-------- Extracted records
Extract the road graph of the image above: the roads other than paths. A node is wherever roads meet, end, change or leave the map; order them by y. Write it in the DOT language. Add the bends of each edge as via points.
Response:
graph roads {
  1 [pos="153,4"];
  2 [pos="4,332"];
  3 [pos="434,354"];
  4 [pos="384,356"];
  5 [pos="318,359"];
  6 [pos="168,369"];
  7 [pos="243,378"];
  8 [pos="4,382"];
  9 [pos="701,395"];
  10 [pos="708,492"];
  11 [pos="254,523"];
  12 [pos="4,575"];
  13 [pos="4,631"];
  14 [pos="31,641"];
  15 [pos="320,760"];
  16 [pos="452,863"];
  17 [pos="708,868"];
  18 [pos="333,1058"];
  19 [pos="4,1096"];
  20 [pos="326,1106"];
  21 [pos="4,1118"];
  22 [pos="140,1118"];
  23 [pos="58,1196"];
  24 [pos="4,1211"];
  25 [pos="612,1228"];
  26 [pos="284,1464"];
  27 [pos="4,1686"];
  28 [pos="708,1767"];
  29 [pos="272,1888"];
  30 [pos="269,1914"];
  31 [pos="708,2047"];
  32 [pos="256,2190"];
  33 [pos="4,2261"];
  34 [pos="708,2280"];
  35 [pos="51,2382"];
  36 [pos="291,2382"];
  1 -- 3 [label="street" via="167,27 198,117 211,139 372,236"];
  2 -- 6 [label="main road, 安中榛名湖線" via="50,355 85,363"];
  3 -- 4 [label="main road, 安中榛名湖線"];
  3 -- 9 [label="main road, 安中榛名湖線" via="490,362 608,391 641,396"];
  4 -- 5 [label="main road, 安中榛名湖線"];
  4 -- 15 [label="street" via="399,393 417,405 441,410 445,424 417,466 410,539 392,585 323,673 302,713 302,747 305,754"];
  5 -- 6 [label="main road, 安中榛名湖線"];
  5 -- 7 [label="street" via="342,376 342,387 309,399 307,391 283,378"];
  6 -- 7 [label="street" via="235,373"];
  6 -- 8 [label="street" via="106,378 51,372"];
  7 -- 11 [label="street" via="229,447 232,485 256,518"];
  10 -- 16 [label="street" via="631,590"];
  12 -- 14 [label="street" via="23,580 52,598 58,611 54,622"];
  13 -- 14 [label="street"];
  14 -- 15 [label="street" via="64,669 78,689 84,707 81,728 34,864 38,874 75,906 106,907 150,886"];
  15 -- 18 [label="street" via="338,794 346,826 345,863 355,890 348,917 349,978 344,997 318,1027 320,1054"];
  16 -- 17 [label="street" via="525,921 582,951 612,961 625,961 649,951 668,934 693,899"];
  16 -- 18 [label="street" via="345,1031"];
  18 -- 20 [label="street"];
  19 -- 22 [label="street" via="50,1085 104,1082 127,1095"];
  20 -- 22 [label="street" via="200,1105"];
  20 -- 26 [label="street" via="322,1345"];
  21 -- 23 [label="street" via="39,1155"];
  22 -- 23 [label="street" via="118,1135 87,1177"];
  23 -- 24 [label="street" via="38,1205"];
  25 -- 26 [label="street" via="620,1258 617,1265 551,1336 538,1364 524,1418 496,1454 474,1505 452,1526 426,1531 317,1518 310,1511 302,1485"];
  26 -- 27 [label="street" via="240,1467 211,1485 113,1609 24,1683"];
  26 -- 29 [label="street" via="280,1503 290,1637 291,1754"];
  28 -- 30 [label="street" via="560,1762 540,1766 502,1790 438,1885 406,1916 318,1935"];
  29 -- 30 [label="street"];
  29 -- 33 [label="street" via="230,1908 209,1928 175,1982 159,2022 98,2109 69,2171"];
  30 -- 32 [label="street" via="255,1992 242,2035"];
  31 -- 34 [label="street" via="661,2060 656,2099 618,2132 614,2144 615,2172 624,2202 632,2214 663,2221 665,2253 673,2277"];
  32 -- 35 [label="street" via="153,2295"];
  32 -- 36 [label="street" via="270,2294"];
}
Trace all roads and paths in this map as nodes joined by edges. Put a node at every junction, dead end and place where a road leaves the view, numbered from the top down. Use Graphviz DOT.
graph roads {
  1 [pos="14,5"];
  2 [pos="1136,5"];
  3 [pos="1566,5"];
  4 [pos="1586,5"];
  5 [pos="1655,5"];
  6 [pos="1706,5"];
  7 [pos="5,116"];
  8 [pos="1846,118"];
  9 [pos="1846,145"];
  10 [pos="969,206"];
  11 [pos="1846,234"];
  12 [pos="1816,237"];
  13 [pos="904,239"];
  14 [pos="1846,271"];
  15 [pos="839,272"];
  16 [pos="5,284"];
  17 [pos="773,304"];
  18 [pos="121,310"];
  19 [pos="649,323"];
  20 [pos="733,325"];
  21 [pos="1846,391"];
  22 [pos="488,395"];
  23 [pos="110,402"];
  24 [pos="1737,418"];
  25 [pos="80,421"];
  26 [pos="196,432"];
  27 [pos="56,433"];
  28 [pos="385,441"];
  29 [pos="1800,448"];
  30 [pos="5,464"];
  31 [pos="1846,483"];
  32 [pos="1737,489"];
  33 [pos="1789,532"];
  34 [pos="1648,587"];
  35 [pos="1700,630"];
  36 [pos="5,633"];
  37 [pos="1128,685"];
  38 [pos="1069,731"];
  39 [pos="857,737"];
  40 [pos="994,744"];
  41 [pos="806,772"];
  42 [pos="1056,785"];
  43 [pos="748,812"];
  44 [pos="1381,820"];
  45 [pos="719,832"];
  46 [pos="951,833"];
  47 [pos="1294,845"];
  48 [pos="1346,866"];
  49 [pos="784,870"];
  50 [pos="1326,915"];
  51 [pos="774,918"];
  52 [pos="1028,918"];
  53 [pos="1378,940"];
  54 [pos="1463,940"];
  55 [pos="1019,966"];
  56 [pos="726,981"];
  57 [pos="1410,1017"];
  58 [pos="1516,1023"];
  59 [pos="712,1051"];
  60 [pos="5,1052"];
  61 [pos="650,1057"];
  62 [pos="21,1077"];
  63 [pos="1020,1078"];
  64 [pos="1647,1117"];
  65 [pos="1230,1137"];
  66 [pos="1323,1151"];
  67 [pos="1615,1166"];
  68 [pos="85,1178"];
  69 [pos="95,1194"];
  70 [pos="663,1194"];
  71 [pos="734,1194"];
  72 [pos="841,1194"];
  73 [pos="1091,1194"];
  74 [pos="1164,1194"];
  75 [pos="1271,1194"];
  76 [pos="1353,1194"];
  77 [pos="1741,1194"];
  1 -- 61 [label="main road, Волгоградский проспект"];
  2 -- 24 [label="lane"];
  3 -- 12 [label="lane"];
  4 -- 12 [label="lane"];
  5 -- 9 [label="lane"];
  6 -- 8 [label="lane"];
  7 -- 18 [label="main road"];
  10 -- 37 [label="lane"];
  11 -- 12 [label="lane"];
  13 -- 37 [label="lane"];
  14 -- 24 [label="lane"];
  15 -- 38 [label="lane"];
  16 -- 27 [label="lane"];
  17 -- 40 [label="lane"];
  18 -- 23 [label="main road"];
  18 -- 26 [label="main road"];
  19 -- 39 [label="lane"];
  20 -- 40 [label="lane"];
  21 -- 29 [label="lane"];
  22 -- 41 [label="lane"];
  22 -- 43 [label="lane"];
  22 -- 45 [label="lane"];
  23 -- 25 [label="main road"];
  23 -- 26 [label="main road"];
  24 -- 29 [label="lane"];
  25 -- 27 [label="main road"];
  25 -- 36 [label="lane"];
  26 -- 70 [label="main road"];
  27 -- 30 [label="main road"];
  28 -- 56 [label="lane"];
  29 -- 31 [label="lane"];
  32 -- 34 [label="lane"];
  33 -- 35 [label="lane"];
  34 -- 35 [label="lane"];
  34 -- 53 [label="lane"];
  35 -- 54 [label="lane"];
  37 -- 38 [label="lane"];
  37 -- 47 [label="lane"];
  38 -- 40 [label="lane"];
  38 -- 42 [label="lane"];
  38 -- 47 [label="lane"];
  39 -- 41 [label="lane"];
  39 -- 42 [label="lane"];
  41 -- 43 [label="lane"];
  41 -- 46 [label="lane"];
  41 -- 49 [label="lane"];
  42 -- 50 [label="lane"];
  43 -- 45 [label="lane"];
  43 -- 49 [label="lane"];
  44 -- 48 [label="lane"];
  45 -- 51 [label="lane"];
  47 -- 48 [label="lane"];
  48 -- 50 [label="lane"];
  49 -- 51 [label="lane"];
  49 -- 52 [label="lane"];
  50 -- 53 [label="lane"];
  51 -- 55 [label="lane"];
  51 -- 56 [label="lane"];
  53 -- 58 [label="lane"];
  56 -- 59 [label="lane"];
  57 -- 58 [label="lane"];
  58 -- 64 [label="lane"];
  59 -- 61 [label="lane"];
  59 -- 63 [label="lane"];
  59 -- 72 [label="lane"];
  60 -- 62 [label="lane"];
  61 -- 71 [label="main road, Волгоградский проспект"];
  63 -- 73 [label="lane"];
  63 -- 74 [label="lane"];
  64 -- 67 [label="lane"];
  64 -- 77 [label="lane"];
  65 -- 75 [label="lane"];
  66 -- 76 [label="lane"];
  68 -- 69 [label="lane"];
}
----------------
-------- Extracted records
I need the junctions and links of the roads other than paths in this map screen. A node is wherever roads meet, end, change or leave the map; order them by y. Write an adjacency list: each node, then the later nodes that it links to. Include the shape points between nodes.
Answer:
----------------
-------- Extracted records
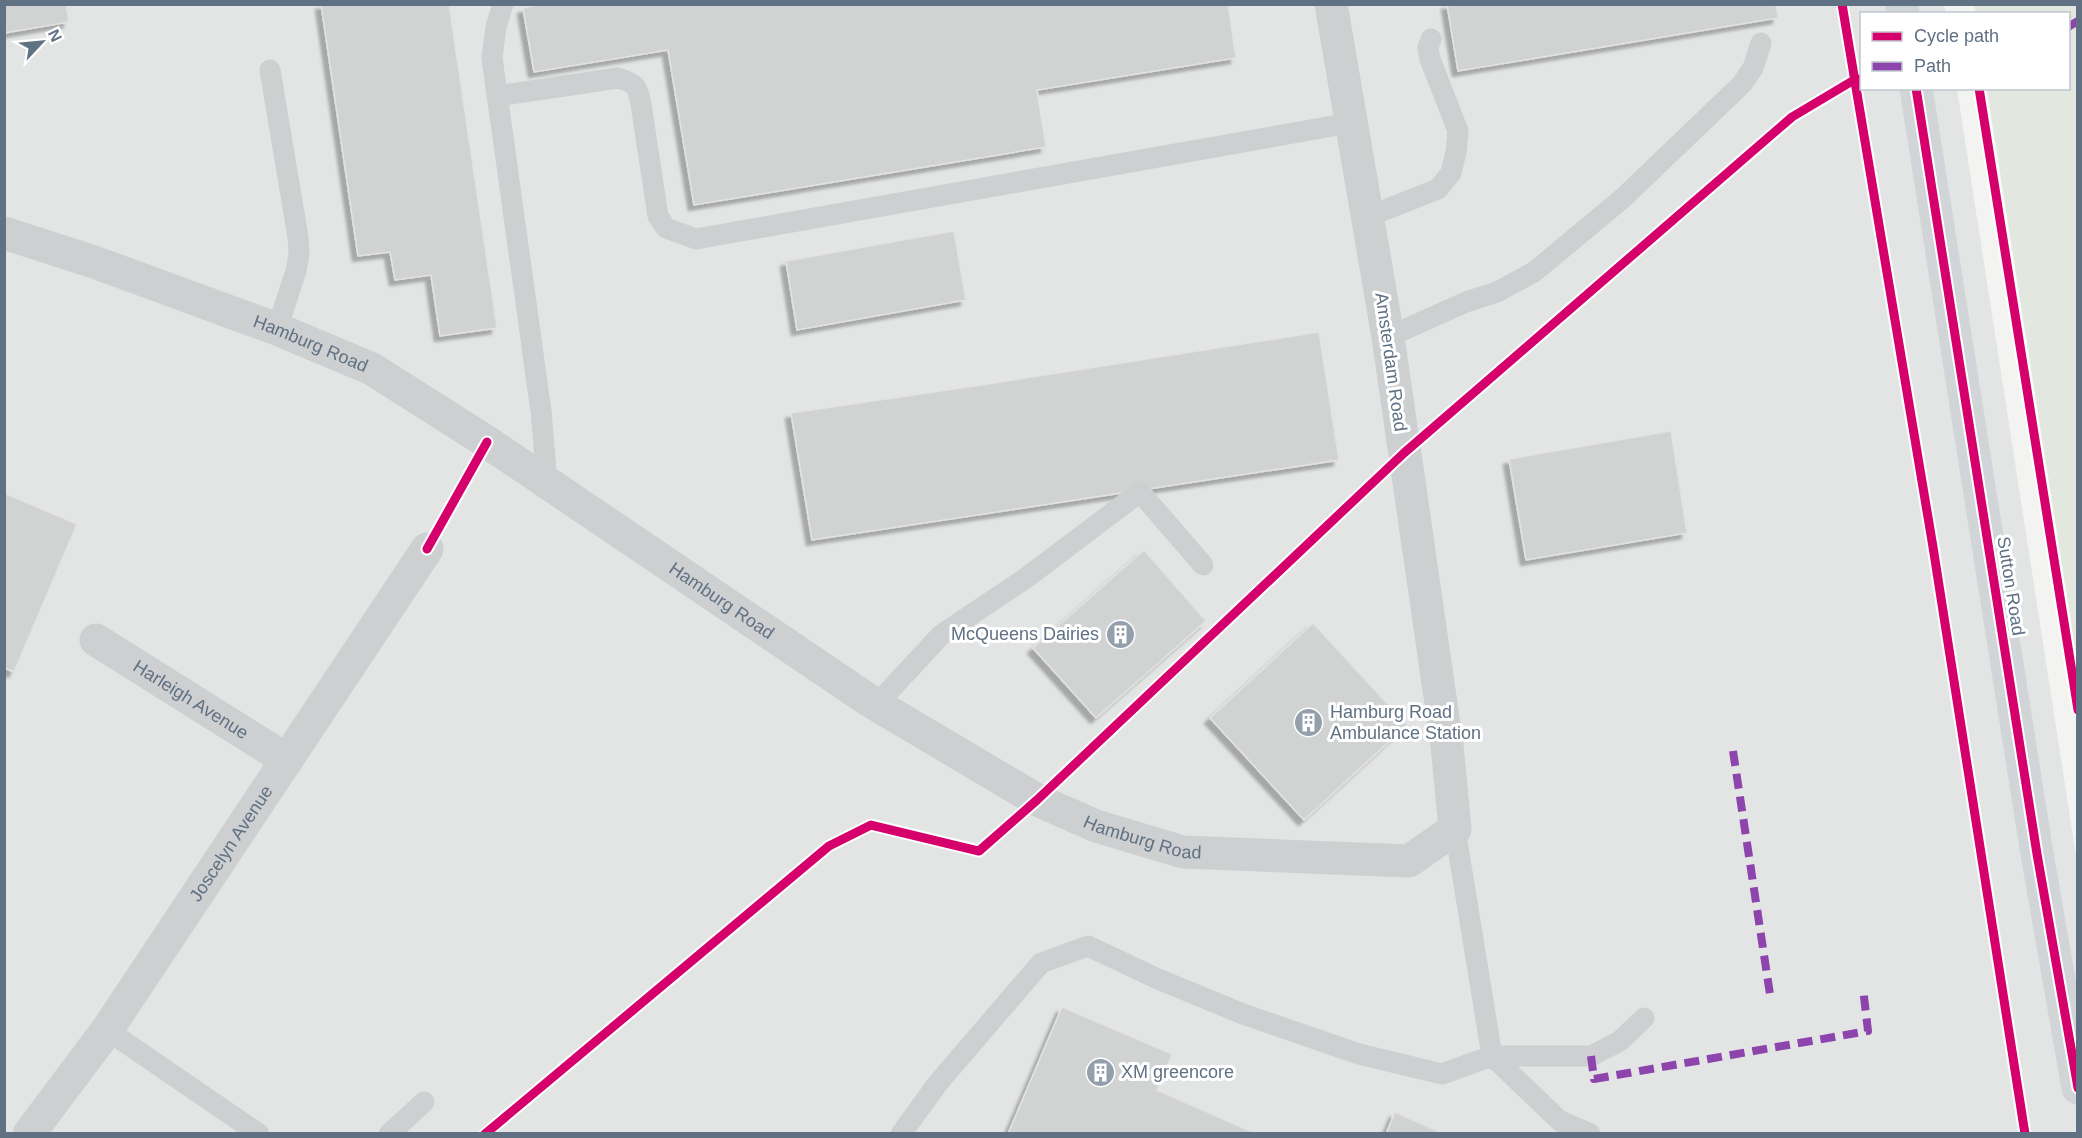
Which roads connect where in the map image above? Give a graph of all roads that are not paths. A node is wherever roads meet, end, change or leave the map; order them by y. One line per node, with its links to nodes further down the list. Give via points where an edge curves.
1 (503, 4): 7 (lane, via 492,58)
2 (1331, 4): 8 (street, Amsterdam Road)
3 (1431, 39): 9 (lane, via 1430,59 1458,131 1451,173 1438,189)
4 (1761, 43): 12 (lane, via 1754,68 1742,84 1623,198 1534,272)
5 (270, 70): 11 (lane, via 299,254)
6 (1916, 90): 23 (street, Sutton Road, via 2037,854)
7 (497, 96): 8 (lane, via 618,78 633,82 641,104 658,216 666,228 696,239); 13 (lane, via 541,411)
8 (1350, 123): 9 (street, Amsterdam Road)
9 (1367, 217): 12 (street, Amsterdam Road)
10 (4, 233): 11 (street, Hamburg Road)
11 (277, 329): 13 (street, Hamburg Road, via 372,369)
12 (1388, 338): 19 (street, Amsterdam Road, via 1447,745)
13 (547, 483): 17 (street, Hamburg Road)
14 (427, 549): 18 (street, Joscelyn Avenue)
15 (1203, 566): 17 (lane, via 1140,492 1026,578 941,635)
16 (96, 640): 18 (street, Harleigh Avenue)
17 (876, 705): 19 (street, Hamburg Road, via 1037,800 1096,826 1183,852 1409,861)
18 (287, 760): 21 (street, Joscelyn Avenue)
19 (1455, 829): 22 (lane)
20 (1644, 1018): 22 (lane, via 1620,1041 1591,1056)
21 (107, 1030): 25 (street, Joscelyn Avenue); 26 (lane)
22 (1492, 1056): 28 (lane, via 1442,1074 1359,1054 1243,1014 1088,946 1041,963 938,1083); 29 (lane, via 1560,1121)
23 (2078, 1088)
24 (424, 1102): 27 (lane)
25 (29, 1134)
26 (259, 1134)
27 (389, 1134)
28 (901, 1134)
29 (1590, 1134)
----------------
→ Required work
Gather from the data above every line with the string "Write".

→ Answer to this exercise
Extract the road graph of the image above: the roads other than paths. A node is wherever roads meet, end, change or leave the map; order them by y. Write it in the DOT language. Add the bends of each edge as via points.
I need the junctions and links of the roads other than paths in this map screen. A node is wherever roads meet, end, change or leave the map; order them by y. Write an adjacency list: each node, then the later nodes that it links to. Include the shape points between nodes.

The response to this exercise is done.